TUSD asks court OK to end deseg case
Jan. 18, 2005
But requests permission to reopen it if funds cut
By Sarah Garrecht Gassen

TUSD has asked the federal court to close its federal desegregation settlement case, as long as the school district can reopen the case if the Legislature tries to cut the district's desegregation funding.

The Tucson Unified School District filed its motion for "unitary status" - a legal term that describes school districts that no longer maintain a "dual" system for white and minority students - in response to U.S. District Judge David C. Bury's August order that the district assess its progress in desegregation and see what work remains.
The deadline set by Bury was Monday, but the courts and school district were closed for Martin Luther King Day. TUSD paperwork was filed Friday.
Under existing state law, TUSD would keep almost $60 million in state money to pay for desegregation efforts, such as reducing class size at some schools. TUSD is trying to protect that money by asking the judge, should he close the court case, to allow the district to reopen the case if legislators try to curtail funding.
Desegregation funding has come under attack during the past several legislative sessions.
Superintendent Roger Pfeuffer said TUSD has made progress with the help of the desegregation funding and that the district needs it to keep moving forward.
"We can't create a lot of new programs; it has to go to the kind of things we're doing now," Pfeuffer said. "I think we've got a more serious critic in the public than we do in the court, and I think that's good for us."

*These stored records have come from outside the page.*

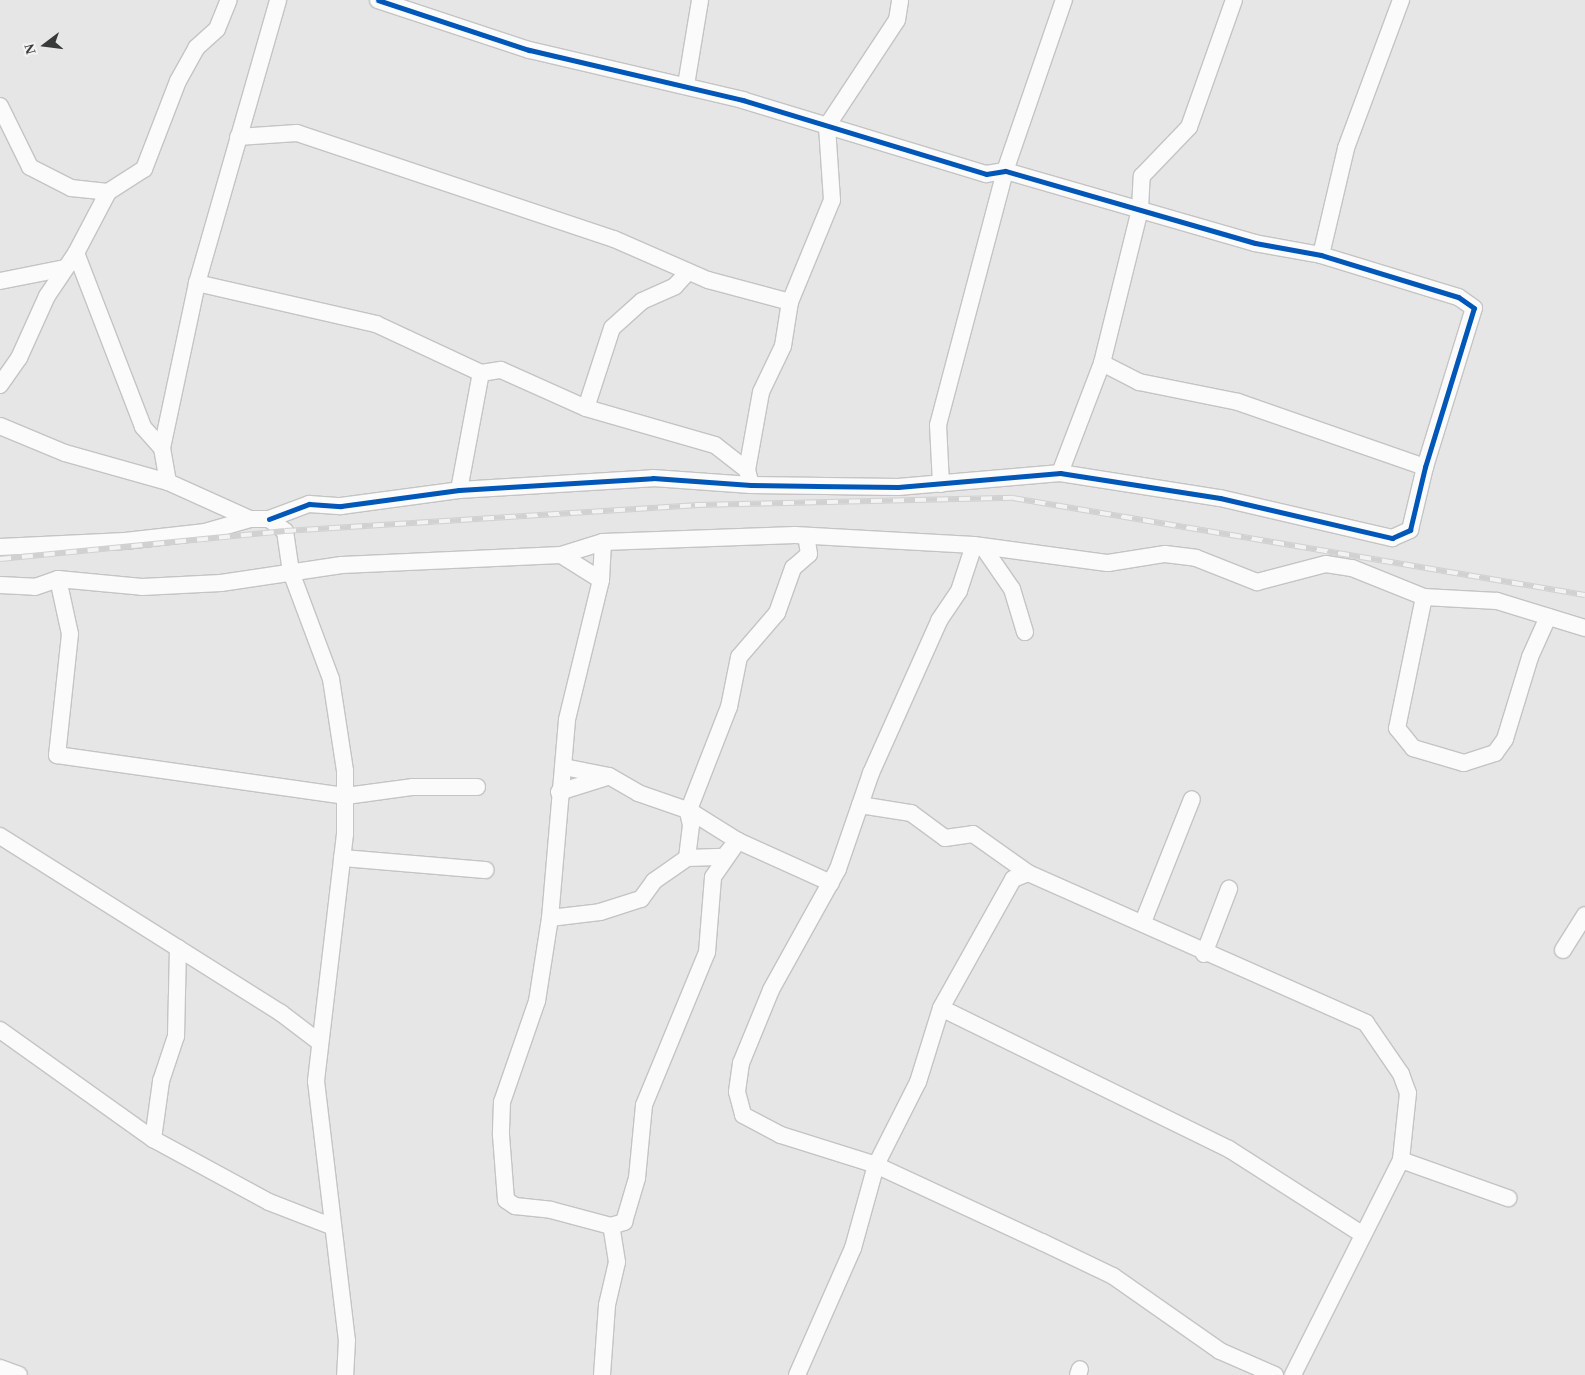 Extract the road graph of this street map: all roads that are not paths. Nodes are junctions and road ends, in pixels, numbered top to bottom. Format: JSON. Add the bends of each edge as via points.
{"nodes":[{"id":1,"x":229,"y":0,"type":"edge"},
{"id":2,"x":278,"y":0,"type":"edge"},
{"id":3,"x":378,"y":0,"type":"edge"},
{"id":4,"x":700,"y":0,"type":"edge"},
{"id":5,"x":900,"y":0,"type":"edge"},
{"id":6,"x":1064,"y":0,"type":"edge"},
{"id":7,"x":1234,"y":0,"type":"edge"},
{"id":8,"x":1401,"y":0,"type":"edge"},
{"id":9,"x":686,"y":85,"type":"junction"},
{"id":10,"x":0,"y":106,"type":"edge"},
{"id":11,"x":827,"y":126,"type":"junction"},
{"id":12,"x":238,"y":137,"type":"junction"},
{"id":13,"x":1005,"y":171,"type":"junction"},
{"id":14,"x":108,"y":192,"type":"junction"},
{"id":15,"x":1140,"y":209,"type":"junction"},
{"id":16,"x":76,"y":253,"type":"junction"},
{"id":17,"x":1321,"y":255,"type":"junction"},
{"id":18,"x":65,"y":268,"type":"junction"},
{"id":19,"x":688,"y":272,"type":"junction"},
{"id":20,"x":0,"y":281,"type":"edge"},
{"id":21,"x":197,"y":283,"type":"junction"},
{"id":22,"x":790,"y":302,"type":"junction"},
{"id":23,"x":1102,"y":363,"type":"junction"},
{"id":24,"x":481,"y":373,"type":"junction"},
{"id":25,"x":0,"y":385,"type":"edge"},
{"id":26,"x":586,"y":408,"type":"junction"},
{"id":27,"x":0,"y":426,"type":"edge"},
{"id":28,"x":162,"y":448,"type":"junction"},
{"id":29,"x":1425,"y":467,"type":"junction"},
{"id":30,"x":1060,"y":473,"type":"junction"},
{"id":31,"x":749,"y":478,"type":"junction"},
{"id":32,"x":168,"y":482,"type":"junction"},
{"id":33,"x":941,"y":484,"type":"junction"},
{"id":34,"x":459,"y":490,"type":"junction"},
{"id":35,"x":250,"y":519,"type":"junction"},
{"id":36,"x":269,"y":519,"type":"junction"},
{"id":37,"x":806,"y":536,"type":"junction"},
{"id":38,"x":603,"y":542,"type":"junction"},
{"id":39,"x":978,"y":546,"type":"junction"},
{"id":40,"x":0,"y":547,"type":"edge"},
{"id":41,"x":561,"y":555,"type":"junction"},
{"id":42,"x":291,"y":572,"type":"junction"},
{"id":43,"x":58,"y":579,"type":"junction"},
{"id":44,"x":601,"y":580,"type":"junction"},
{"id":45,"x":0,"y":585,"type":"edge"},
{"id":46,"x":1424,"y":597,"type":"junction"},
{"id":47,"x":1548,"y":617,"type":"junction"},
{"id":48,"x":1585,"y":628,"type":"edge"},
{"id":49,"x":1025,"y":632,"type":"dead end"},
{"id":50,"x":564,"y":767,"type":"junction"},
{"id":51,"x":609,"y":776,"type":"junction"},
{"id":52,"x":477,"y":786,"type":"dead end"},
{"id":53,"x":559,"y":792,"type":"junction"},
{"id":54,"x":346,"y":796,"type":"junction"},
{"id":55,"x":1192,"y":799,"type":"dead end"},
{"id":56,"x":860,"y":805,"type":"junction"},
{"id":57,"x":689,"y":811,"type":"junction"},
{"id":58,"x":0,"y":836,"type":"edge"},
{"id":59,"x":738,"y":841,"type":"junction"},
{"id":60,"x":342,"y":858,"type":"junction"},
{"id":61,"x":687,"y":858,"type":"junction"},
{"id":62,"x":486,"y":870,"type":"dead end"},
{"id":63,"x":1028,"y":873,"type":"junction"},
{"id":64,"x":831,"y":883,"type":"junction"},
{"id":65,"x":1229,"y":889,"type":"dead end"},
{"id":66,"x":1585,"y":915,"type":"edge"},
{"id":67,"x":550,"y":918,"type":"junction"},
{"id":68,"x":1143,"y":922,"type":"junction"},
{"id":69,"x":178,"y":948,"type":"junction"},
{"id":70,"x":1563,"y":950,"type":"dead end"},
{"id":71,"x":1204,"y":954,"type":"junction"},
{"id":72,"x":941,"y":1008,"type":"junction"},
{"id":73,"x":0,"y":1030,"type":"edge"},
{"id":74,"x":319,"y":1042,"type":"junction"},
{"id":75,"x":153,"y":1140,"type":"junction"},
{"id":76,"x":1401,"y":1160,"type":"junction"},
{"id":77,"x":876,"y":1166,"type":"junction"},
{"id":78,"x":1508,"y":1198,"type":"dead end"},
{"id":79,"x":331,"y":1226,"type":"junction"},
{"id":80,"x":611,"y":1226,"type":"junction"},
{"id":81,"x":1362,"y":1234,"type":"junction"},
{"id":82,"x":0,"y":1368,"type":"edge"},
{"id":83,"x":19,"y":1375,"type":"edge"},
{"id":84,"x":345,"y":1375,"type":"edge"},
{"id":85,"x":602,"y":1375,"type":"edge"},
{"id":86,"x":797,"y":1375,"type":"edge"},
{"id":87,"x":1275,"y":1375,"type":"edge"},
{"id":88,"x":1293,"y":1375,"type":"edge"}],
"edges":[{"from":1,"to":14,"type":"street","via":[[217,29],[196,48],[178,81],[144,169]]},
{"from":2,"to":12,"type":"street"},
{"from":3,"to":9,"type":"street","via":[[529,50]]},
{"from":4,"to":9,"type":"street"},
{"from":5,"to":11,"type":"street","via":[[898,20]]},
{"from":6,"to":13,"type":"street"},
{"from":7,"to":15,"type":"street","via":[[1189,127],[1142,176]]},
{"from":8,"to":17,"type":"street","via":[[1346,148]]},
{"from":9,"to":11,"type":"street"},
{"from":10,"to":14,"type":"street","via":[[30,167],[71,188]]},
{"from":11,"to":13,"type":"street","via":[[986,174]]},
{"from":11,"to":22,"type":"street","via":[[832,200]]},
{"from":12,"to":19,"type":"street","via":[[297,133],[614,239]]},
{"from":12,"to":21,"type":"street"},
{"from":13,"to":15,"type":"street"},
{"from":13,"to":33,"type":"street","via":[[938,425]]},
{"from":14,"to":16,"type":"street"},
{"from":15,"to":17,"type":"street","via":[[1254,243]]},
{"from":15,"to":23,"type":"street"},
{"from":16,"to":18,"type":"street"},
{"from":16,"to":28,"type":"street","via":[[143,427]]},
{"from":17,"to":29,"type":"street","via":[[1458,297],[1474,308]]},
{"from":18,"to":20,"type":"street"},
{"from":18,"to":25,"type":"street","via":[[19,358]]},
{"from":19,"to":22,"type":"street"},
{"from":19,"to":26,"type":"street","via":[[675,286],[642,301],[612,328]]},
{"from":21,"to":24,"type":"street","via":[[376,324]]},
{"from":21,"to":28,"type":"street"},
{"from":22,"to":31,"type":"street","via":[[783,346],[761,392]]},
{"from":23,"to":29,"type":"street","via":[[1139,382],[1238,402]]},
{"from":23,"to":30,"type":"street"},
{"from":24,"to":26,"type":"street","via":[[501,370]]},
{"from":24,"to":34,"type":"street"},
{"from":26,"to":31,"type":"street","via":[[715,445]]},
{"from":27,"to":32,"type":"street","via":[[65,453]]},
{"from":28,"to":32,"type":"street"},
{"from":29,"to":30,"type":"street","via":[[1410,530],[1392,538],[1220,498]]},
{"from":30,"to":33,"type":"street"},
{"from":31,"to":33,"type":"street"},
{"from":31,"to":34,"type":"street","via":[[732,483],[653,478]]},
{"from":32,"to":35,"type":"street"},
{"from":34,"to":36,"type":"street","via":[[341,506],[309,504]]},
{"from":35,"to":36,"type":"street"},
{"from":35,"to":40,"type":"street","via":[[205,532],[125,542]]},
{"from":36,"to":42,"type":"street","via":[[285,531]]},
{"from":37,"to":38,"type":"street"},
{"from":37,"to":39,"type":"street"},
{"from":37,"to":57,"type":"street","via":[[809,554],[793,568],[777,614],[739,657],[729,707]]},
{"from":38,"to":41,"type":"street"},
{"from":38,"to":44,"type":"street"},
{"from":39,"to":46,"type":"street","via":[[1108,563],[1165,554],[1189,557],[1257,582],[1326,564],[1352,568]]},
{"from":39,"to":49,"type":"street","via":[[1012,589]]},
{"from":39,"to":56,"type":"street","via":[[958,591],[939,621]]},
{"from":41,"to":42,"type":"street","via":[[436,559]]},
{"from":41,"to":44,"type":"street"},
{"from":42,"to":43,"type":"street","via":[[231,582],[142,587]]},
{"from":42,"to":54,"type":"street","via":[[331,679]]},
{"from":43,"to":45,"type":"street","via":[[34,587]]},
{"from":43,"to":54,"type":"street","via":[[70,634],[57,755]]},
{"from":44,"to":50,"type":"street","via":[[567,720]]},
{"from":46,"to":47,"type":"street","via":[[1497,601]]},
{"from":46,"to":47,"type":"street","via":[[1397,728],[1413,748],[1464,763],[1495,753],[1505,739],[1530,657]]},
{"from":47,"to":48,"type":"street"},
{"from":50,"to":51,"type":"street"},
{"from":50,"to":53,"type":"street"},
{"from":51,"to":53,"type":"street"},
{"from":51,"to":57,"type":"street","via":[[638,793]]},
{"from":52,"to":54,"type":"street","via":[[413,787]]},
{"from":53,"to":67,"type":"street"},
{"from":54,"to":60,"type":"street"},
{"from":55,"to":68,"type":"street"},
{"from":56,"to":63,"type":"street","via":[[912,813],[945,838],[973,834]]},
{"from":56,"to":64,"type":"street"},
{"from":57,"to":59,"type":"street"},
{"from":57,"to":61,"type":"street"},
{"from":58,"to":69,"type":"street"},
{"from":59,"to":61,"type":"street","via":[[724,857]]},
{"from":59,"to":64,"type":"street"},
{"from":59,"to":80,"type":"street","via":[[713,878],[707,952],[644,1105],[637,1178],[624,1222]]},
{"from":60,"to":62,"type":"street"},
{"from":60,"to":74,"type":"street"},
{"from":61,"to":67,"type":"street","via":[[654,881],[641,899],[600,912]]},
{"from":63,"to":68,"type":"street"},
{"from":63,"to":72,"type":"street","via":[[1013,880]]},
{"from":64,"to":77,"type":"street","via":[[771,990],[742,1063],[737,1092],[743,1116],[781,1135]]},
{"from":65,"to":71,"type":"street"},
{"from":66,"to":70,"type":"street"},
{"from":67,"to":80,"type":"street","via":[[536,1001],[502,1102],[503,1187],[506,1200],[515,1206],[551,1210]]},
{"from":68,"to":71,"type":"street"},
{"from":69,"to":74,"type":"street"},
{"from":69,"to":75,"type":"street","via":[[176,1036],[161,1080]]},
{"from":71,"to":76,"type":"street","via":[[1366,1023],[1402,1074],[1408,1093]]},
{"from":72,"to":77,"type":"street","via":[[918,1082]]},
{"from":72,"to":81,"type":"street","via":[[1229,1150]]},
{"from":73,"to":75,"type":"street"},
{"from":74,"to":79,"type":"street","via":[[316,1081]]},
{"from":75,"to":79,"type":"street","via":[[269,1202]]},
{"from":76,"to":78,"type":"street"},
{"from":76,"to":81,"type":"street"},
{"from":77,"to":86,"type":"street","via":[[853,1248]]},
{"from":77,"to":87,"type":"street","via":[[1113,1276],[1220,1351]]},
{"from":79,"to":84,"type":"street","via":[[347,1340]]},
{"from":80,"to":85,"type":"street","via":[[617,1262],[607,1305]]},
{"from":81,"to":88,"type":"street"},
{"from":82,"to":83,"type":"street"}]}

The plaintiffs, through the attorneys who represent classes of Mexican-American and black students, now have a chance to respond formally to TUSD's position and, should he choose to, the judge could set an evidentiary hearing or ask for public comment through a hearing.
In a memorandum outlining the history of the case and what's been done over the years, TUSD states that it has met the goals in areas such as attendance boundaries, magnet schools and deciding where to assign black faculty members.
Rubin Salter, attorney for the black plaintiffs, outlined his broad objections in a letter to TUSD last Wednesday. Salter said TUSD has not met the goals agreed to in the 1978 stipulation of settlement between the district and plaintiffs.
TUSD has fallen short in nine categories, Salter said, such as educational achievements, unequal access to Advanced Placement classes and reducing the number of minority students who drop out of school or are suspended.
The attorney representing the Hispanic plaintiff class, through the national Mexican American Legal Defense and Education Fund, stated in a letter last Tuesday that he did not have enough information about many of the requirements to determine if the goal had been met.
People at two public hearings TUSD held in the fall brought up the gap between the achievement scores of white and minority students in the district, as measured by AIMS and other standardized test scores.
But TUSD's position is that's outside the scope of the 1978 settlement, which requires equal access to curriculum and requires that the tests used to measure students not discriminate against particular students - something TUSD contends has been achieved, according to the court filing.
"In 1978 we weren't talking about achievement gaps, we were talking about equal access, that kids needed to have equal access to the curriculum regardless of race," Pfeuffer said. "Since 1978 that whole conversation has changed from equal opportunity to having equal results.
"That's a higher standard and we are committed to that standard, but with very few exceptions I don't know of a large urban school district that's been able to close the gap," he said.